Documento que oferece vantagens para saída do país foi emitido pelo governo de Jair Bolsonaro a parentes de Domingos Brazão, investigado por suspeita de envolvimento no assassinato da vereadora carioca

Texto / Nataly Simões | Edição / Pedro Borges | Imagem /  

A escritora e professora Anielle Franco, irmã de Marielle Franco, afirma estar revoltada com a atitude do governo de Jair Bolsonaro de ter concedido passaporte diplomático a familiares do conselheiro do Tribunal de Contas do Estado do Rio de Janeiro (TCE-RJ), Domingos Brazão. Ele é suspeito de ser um dos mandantes do assassinato da vereadora e de ter obstruído as investigações do caso.

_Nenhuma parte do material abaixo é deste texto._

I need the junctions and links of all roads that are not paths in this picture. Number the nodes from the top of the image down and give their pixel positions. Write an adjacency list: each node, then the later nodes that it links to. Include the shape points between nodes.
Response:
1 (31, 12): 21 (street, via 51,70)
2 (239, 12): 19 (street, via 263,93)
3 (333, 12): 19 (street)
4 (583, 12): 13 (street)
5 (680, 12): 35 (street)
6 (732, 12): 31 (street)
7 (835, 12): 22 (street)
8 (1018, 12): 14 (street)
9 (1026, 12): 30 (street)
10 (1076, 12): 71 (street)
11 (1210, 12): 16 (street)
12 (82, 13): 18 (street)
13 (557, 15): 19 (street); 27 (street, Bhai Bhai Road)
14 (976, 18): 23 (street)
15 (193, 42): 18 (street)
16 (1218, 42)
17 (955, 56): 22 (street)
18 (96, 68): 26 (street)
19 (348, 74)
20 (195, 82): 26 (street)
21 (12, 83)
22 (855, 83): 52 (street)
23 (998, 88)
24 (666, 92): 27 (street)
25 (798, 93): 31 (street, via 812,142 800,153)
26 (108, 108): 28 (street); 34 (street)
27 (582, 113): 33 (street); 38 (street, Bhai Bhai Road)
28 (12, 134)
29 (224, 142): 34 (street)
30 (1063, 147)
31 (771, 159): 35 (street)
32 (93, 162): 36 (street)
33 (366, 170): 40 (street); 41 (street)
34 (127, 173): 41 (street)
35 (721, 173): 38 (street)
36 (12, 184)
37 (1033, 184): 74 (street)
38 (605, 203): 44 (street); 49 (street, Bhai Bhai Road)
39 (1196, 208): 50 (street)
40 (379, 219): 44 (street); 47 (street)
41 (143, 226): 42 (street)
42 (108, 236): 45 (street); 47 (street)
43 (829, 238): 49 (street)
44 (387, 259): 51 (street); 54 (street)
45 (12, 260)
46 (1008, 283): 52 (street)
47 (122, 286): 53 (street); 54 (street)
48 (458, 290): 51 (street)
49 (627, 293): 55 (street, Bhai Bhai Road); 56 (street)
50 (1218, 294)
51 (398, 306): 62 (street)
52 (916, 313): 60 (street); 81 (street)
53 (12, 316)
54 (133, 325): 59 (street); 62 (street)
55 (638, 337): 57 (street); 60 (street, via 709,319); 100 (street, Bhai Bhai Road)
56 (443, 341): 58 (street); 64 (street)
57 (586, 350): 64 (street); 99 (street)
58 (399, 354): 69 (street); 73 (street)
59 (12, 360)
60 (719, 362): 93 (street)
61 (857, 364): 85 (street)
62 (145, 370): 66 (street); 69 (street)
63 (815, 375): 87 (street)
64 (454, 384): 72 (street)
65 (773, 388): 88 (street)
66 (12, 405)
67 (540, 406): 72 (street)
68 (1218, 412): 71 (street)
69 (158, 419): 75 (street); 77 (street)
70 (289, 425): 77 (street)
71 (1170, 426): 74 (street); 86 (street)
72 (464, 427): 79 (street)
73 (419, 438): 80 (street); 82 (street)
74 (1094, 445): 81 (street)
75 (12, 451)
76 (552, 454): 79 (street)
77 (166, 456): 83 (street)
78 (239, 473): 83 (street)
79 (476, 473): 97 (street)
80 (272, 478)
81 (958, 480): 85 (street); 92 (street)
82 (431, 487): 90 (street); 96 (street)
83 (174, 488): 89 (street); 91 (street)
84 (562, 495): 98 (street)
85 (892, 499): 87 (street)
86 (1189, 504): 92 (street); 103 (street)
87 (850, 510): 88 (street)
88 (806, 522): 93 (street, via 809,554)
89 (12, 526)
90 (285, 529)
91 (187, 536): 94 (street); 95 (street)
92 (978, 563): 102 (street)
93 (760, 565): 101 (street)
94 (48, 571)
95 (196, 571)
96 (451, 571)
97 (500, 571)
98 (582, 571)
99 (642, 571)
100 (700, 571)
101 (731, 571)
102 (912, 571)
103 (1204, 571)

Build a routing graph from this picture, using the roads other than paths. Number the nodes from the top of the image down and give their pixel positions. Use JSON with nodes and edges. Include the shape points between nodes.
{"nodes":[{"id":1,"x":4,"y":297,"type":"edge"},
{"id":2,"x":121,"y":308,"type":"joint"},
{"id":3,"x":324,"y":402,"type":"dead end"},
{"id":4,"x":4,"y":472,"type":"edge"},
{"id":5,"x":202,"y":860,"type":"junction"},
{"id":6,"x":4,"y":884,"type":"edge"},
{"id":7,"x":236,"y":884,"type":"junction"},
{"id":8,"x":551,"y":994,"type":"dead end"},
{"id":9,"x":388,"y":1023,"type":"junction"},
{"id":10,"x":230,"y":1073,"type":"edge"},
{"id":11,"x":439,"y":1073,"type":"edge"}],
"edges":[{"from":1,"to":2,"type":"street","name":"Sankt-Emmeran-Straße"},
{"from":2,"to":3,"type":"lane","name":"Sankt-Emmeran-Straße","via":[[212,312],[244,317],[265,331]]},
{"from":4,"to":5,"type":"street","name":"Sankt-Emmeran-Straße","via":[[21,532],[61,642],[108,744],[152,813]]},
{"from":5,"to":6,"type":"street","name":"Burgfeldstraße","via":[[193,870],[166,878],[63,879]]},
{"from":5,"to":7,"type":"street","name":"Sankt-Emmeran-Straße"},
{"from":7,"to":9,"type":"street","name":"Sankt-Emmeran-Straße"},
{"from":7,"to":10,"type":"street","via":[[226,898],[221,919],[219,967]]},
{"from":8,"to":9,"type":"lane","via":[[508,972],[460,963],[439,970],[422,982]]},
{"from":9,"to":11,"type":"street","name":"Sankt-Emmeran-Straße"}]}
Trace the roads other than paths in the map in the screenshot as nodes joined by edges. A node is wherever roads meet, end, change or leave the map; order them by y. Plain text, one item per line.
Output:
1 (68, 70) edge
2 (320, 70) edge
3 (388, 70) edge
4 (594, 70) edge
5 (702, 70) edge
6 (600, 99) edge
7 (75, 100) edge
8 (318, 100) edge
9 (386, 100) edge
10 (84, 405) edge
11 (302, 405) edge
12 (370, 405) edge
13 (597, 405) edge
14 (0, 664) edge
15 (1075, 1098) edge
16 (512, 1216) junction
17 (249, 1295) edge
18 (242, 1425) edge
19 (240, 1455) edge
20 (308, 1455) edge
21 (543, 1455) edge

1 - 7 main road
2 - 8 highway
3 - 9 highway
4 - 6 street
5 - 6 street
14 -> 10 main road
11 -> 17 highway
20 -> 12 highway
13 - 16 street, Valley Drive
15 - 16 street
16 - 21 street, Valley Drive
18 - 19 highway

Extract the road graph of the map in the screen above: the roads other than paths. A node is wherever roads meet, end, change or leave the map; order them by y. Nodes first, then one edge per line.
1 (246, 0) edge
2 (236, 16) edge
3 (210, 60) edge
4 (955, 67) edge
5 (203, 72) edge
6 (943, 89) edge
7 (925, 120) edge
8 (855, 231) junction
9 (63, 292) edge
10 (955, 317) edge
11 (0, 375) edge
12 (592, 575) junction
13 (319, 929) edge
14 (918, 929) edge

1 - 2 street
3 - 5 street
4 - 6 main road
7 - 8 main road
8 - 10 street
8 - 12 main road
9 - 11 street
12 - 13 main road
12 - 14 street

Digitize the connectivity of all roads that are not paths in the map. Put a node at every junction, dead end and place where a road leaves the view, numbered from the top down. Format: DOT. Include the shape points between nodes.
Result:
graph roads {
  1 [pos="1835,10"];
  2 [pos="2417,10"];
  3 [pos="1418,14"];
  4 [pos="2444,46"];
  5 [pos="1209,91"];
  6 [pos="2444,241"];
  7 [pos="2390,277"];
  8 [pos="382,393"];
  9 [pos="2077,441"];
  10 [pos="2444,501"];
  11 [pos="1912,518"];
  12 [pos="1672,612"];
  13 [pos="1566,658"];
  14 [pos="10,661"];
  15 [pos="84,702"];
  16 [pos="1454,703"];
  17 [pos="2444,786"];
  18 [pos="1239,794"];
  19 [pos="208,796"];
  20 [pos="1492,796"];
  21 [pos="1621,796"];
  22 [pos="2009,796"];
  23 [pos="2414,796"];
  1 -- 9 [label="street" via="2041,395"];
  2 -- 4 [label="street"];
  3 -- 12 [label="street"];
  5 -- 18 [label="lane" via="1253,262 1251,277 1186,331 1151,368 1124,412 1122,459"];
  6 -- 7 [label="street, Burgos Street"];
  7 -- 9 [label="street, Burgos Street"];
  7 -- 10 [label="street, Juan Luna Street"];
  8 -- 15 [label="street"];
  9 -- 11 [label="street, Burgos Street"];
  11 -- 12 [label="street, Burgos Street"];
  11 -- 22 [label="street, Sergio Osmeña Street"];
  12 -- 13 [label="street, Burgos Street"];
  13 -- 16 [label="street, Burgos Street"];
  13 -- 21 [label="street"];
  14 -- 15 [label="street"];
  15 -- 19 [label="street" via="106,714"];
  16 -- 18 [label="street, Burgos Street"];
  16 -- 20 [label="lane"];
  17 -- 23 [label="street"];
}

“Há suspeita de envolvimento do Brazão no crime e a família dele recebe passaporte diplomático do governo. Isso é revoltante. É como se a morte de Marielle não tivesse importância”, conta Anielle Franco.

O Ministério das Relações Exteriores, conhecido como Itamaraty, concedeu o passaporte diplomático a João Vitor Moraes Brazão e Daila Maria de Moraes Brazão, filho e esposa do deputado federal Chiquinho Brazão (Avante-RJ), em 9 de julho deste ano. O parlamentar é irmão de Domingos Brazão e também possui o documento.

“A vida de Marielle não era mais importante que a de outras pessoas, mas ela era uma política eleita e foi brutalmente assassinada enquanto exercia sua função. Se fosse um homem branco e hétero no lugar dela, eu duvido que isso estaria acontecendo”, acrescenta.

Os integrantes da família Brazão estão em uma lista com os 1.694 passaportes diplomáticos emitidos pelo governo de Jair Bolsonaro até o dia 15 de agosto. A informação foi obtida pelo site “Brasil de Fato” por meio da lei de acesso à informação.

O passaporte diplomático possibilita ao beneficiário a isenção do pagamento da taxa de emissão do documento, que custa R$ 257,25 para os demais cidadãos. Outras vantagens que o portador do documento tem direito é a de não precisar pegar filas nos aeroportos internacionais e a facilidade para emitir visto para viver em outros países. Em alguns casos, o visto pode até ser dispensado.

Investigação do caso Marielle

O conselheiro do Tribunal de Contas do Estado do Rio de Janeiro (TCE-RJ), Domingos Brazão, é investigado desde fevereiro deste ano por suspeita de obstruir as investigações do assassinato de Marielle Franco e do motorista Anderson Gomes, ocorrido em março de 2018.
Em setembro, a ex-procuradoria geral da República, Raquel Dodge, solicitou a abertura de um inquérito no Superior Tribunal de Justiça (STJ) para apurar se Domingos foi um dos mandantes do crime.

O irmão e sócio do conselheiro, Chiquinho Brazão, fez sua trajetória política em Rio das Pedras, na Zona Oeste do Rio de Janeiro. Nas eleições municipais de 2012 e 2016, Chiquinho foi o vereador mais votado da região, que é controlada por milícias. No ano passado, ele conseguiu se eleger como deputado federal.

Repercussão

Em comunicado, a Coalizão Negra Por Direitos, que reúne mais de 60 organizações da sociedade civil em defesa dos direitos da população negra, repudiou a atitude do governo de Jair Bolsonaro e cobrou investigações sobre o caso.

“Em especial, destacamos que a facilitação de acesso a documentos restritos para pessoas suspeitas de estarem tão próximas às investigações deste crime é inadmissível! Enquanto a população favelada e preta do Rio de Janeiro sofre com o aumento da violência estatal, movimentações políticas como essa reforçam os indícios de vínculos espúrios entre e família Bolsonaro e suspeitos de envolvimento no assassinato de Marielle e Anderson. Mais de um ano e meio sem resposta, exigimos a investigação imediata dos vínculos entre a família Bolsonaro e os suspeitos de assassinarem Marielle Franco”.

A equipe do Alma Preta entrou em contato com a assessoria de imprensa do Itamaraty para perguntar qual o posicionamento do órgão sobre a emissão do passaporte diplomático a familiares de Domingos Brazão. Até a publicação desta reportagem, a equipe não obteve resposta.